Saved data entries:
=== Begin Enclosure ===

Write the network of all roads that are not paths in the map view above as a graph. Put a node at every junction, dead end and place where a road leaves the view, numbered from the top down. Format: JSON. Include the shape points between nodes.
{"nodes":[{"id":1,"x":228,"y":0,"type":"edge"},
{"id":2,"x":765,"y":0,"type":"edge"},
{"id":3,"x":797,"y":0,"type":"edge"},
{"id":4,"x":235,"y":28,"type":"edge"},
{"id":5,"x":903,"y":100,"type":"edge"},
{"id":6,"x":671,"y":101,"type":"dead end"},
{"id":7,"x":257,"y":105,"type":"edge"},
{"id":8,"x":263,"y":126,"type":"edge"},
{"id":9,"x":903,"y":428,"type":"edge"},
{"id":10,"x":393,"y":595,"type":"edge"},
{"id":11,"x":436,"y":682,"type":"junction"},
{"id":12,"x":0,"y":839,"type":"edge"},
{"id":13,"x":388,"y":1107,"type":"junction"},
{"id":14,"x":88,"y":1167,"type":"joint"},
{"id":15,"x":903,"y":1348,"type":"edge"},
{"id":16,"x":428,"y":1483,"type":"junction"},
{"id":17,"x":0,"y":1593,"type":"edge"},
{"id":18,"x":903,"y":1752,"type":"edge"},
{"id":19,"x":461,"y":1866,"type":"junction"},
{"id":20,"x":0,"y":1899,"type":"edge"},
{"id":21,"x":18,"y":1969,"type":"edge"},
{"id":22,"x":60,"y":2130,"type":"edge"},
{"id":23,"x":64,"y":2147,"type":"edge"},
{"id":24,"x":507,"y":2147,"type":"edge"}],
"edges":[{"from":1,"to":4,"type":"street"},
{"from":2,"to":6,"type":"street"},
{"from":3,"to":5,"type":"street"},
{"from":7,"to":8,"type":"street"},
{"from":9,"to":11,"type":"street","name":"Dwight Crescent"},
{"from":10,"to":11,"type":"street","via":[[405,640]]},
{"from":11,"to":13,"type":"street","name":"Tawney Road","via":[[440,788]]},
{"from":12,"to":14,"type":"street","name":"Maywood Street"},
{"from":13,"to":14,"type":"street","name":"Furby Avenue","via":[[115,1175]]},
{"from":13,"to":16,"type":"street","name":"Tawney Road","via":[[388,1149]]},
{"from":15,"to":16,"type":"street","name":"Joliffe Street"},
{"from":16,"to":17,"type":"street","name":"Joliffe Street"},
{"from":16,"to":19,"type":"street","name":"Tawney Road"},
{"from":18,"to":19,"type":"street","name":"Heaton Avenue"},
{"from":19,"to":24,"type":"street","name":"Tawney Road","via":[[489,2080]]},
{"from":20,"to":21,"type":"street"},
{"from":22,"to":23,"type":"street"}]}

=== End Enclosure ===

WORK REQUEST: Please report only the number of lines above that include "junction".

ANSWER SECTION: 5